Loan-to-value (LTV) ratio:
The relationship between the dollar amount of a
borrower's mortgage loan and the value of the property.
Loss mitigation:
Activities designed to reduce either the likelihood of
the corporation suffering financial losses on a loan or
the final dollar value of those losses in the event of a
borrower default.
Mandatory delivery commitment:
An agreement that a lender will deliver loans or
securities by a certain date at agreed-upon terms.
Medium-term notes:
Unsecured general obligations of Fannie Mae with
maturities of one day or more and with principal and
interest payable in U.S. dollars.
Modification:
Any change to the original terms of a mortgage.
Mortgage:
A legal document that pledges property to a lender as
security for the repayment of the loan.

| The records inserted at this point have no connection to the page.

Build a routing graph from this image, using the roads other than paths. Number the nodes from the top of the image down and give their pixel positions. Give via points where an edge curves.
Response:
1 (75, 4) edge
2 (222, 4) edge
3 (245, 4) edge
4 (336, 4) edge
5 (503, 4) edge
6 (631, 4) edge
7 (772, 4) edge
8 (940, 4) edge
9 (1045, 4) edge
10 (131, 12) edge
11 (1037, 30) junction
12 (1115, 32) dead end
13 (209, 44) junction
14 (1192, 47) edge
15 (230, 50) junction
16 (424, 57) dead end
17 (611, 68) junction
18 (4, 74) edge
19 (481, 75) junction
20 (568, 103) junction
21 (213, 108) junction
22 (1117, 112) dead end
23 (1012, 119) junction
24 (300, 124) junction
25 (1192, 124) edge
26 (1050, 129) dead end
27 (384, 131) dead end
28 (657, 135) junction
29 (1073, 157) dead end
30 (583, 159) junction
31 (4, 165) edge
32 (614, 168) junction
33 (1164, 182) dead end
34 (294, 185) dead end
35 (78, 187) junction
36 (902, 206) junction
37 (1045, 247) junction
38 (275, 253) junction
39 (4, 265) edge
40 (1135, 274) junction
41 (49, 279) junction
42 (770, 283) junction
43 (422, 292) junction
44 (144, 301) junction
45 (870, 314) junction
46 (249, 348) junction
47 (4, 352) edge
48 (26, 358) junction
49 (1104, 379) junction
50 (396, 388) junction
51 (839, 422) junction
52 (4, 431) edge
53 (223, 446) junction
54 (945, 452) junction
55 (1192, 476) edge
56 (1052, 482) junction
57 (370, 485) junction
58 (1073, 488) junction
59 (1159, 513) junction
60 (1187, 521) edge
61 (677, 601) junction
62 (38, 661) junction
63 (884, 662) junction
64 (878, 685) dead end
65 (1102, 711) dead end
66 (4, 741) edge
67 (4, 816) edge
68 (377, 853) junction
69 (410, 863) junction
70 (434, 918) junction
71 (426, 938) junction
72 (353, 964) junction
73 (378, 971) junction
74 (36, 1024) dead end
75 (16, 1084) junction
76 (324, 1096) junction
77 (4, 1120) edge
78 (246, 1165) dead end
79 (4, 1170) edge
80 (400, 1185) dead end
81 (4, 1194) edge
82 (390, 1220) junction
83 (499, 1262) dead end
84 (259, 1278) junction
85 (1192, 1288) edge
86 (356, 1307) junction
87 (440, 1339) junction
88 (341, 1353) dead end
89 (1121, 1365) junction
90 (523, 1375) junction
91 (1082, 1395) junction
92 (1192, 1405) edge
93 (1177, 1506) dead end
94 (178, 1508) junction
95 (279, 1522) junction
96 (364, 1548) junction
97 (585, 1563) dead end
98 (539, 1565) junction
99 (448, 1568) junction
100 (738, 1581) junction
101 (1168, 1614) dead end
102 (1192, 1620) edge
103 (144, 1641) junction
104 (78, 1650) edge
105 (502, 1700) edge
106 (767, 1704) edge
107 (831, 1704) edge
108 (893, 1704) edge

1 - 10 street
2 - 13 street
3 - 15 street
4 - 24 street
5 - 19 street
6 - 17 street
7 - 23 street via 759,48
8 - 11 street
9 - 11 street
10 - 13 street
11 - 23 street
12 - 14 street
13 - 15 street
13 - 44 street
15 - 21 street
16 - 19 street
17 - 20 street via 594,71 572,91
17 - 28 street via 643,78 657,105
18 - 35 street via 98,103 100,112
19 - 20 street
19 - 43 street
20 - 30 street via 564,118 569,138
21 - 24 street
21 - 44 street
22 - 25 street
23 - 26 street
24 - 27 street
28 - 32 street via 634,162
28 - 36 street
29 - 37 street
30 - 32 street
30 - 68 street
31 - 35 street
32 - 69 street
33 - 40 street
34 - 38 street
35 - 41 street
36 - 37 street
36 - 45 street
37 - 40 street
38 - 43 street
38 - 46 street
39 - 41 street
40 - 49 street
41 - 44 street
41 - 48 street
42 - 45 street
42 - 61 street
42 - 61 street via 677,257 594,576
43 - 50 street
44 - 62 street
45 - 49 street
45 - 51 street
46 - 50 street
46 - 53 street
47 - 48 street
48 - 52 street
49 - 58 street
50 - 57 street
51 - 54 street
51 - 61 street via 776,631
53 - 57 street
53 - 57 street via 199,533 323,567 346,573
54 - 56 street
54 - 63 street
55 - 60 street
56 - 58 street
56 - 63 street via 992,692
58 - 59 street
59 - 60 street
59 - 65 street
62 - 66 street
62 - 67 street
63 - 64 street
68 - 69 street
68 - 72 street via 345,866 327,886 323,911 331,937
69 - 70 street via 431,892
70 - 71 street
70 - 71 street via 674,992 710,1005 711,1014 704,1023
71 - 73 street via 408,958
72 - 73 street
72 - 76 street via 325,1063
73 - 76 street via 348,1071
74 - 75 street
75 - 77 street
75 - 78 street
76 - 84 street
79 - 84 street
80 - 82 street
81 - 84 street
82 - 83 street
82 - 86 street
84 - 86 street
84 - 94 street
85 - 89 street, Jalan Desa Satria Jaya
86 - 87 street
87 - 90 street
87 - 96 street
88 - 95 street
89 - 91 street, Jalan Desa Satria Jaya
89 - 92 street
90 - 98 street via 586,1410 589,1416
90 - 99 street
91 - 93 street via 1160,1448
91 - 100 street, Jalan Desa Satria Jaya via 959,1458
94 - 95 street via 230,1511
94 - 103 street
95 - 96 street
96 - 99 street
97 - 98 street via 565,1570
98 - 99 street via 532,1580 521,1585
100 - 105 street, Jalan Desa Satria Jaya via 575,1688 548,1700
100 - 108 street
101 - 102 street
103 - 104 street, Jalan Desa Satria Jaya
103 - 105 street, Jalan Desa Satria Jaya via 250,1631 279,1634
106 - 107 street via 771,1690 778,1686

The term also is
used to refer to the loan itself.
Mortgage-Backed Security (MBS):
A Fannie Mae security that represents an undivided
interest in a group of mortgages. Principal and interest
payments from the individual mortgage loans are grouped
and paid out to the MBS holders.
Multifamily housing:
A building with more than four residential rental units.
Nonperforming asset:
An asset such as a mortgage that is not currently
accruing interest or on which interest is not being
paid.
Notional principal amount:
The hypothetical amount on which interest rate swap
payments are based. The notional principal amount in an
interest rate swap generally is not paid or received by
either party.
Preferred stock:
Stock that takes priority over common stock with regard
to dividends and liquidation rights. Preferred
stockholders typically have no voting rights.
Preforeclosure sale:
A procedure in which the borrower is allowed to sell his
or her property for an amount less than what is owed on
it to avoid a foreclosure. This sale fully satisfies the
borrower's debt.
Real Estate Mortgage Investment Conduit (REMIC):
A security that represents a beneficial interest in a
trust having multiple classes of securities. The
securities of each class entitle investors to cash flows
structured differently from the payments on the
underlying mortgages.
Repayment plan:
An agreement between a lender and a borrower who is
delinquent on his or her mortgage payments, in which the
borrower agrees to make additional payments to pay down
past due amounts while still making regularly scheduled
payments.
Return on average common equity:
Net income available to common stockholders, as a
percentage of average common stockholders' equity.
Reverse mortgage:
A financial tool which provides seniors with funds from
the equity in their homes. Generally, no payments are
made on a reverse mortgage until the borrower moves or
the property is sold. The final repayment obligation is
designed to not exceed the proceeds from the sale of the
home.
Risk-based capital:
The amount of capital necessary to absorb losses
throughout a hypothetical ten-year period marked by
severely adverse circumstances.
Secondary mortgage market:
The market in which residential mortgages or mortgage
securities are bought and sold.
Security:
A financial instrument showing ownership of equity (such
as common stock), indebtedness (such as a debt
security), a group of mortgages (such as MBS), or
potential ownership (such as an option).
Serious delinquency:
A single-family mortgage that is 90 days or more past
due, or a multifamily mortgage that is two months or
more past due.
Stockholders' equity:
The sum of proceeds from the issuance of stock and
retained earnings less amounts paid to repurchase common
shares.
Stripped MBS (SMBS):
Securities created by "stripping" or separating the
principal and interest payments from the underlying pool
of mortgages into two classes of securities, with each
receiving a different proportion of the principal and
interest payments.
Transfer agent:
A bank or trust company charged with keeping a record of
a company's stockholders and canceling and issuing
certificates as shares are bought and sold.
Underwriting:
The process of evaluating a loan application to
determine the risk involved for the lender. It involves
an analysis of the borrower's ability and willingness to
repay the debt and the value of the property.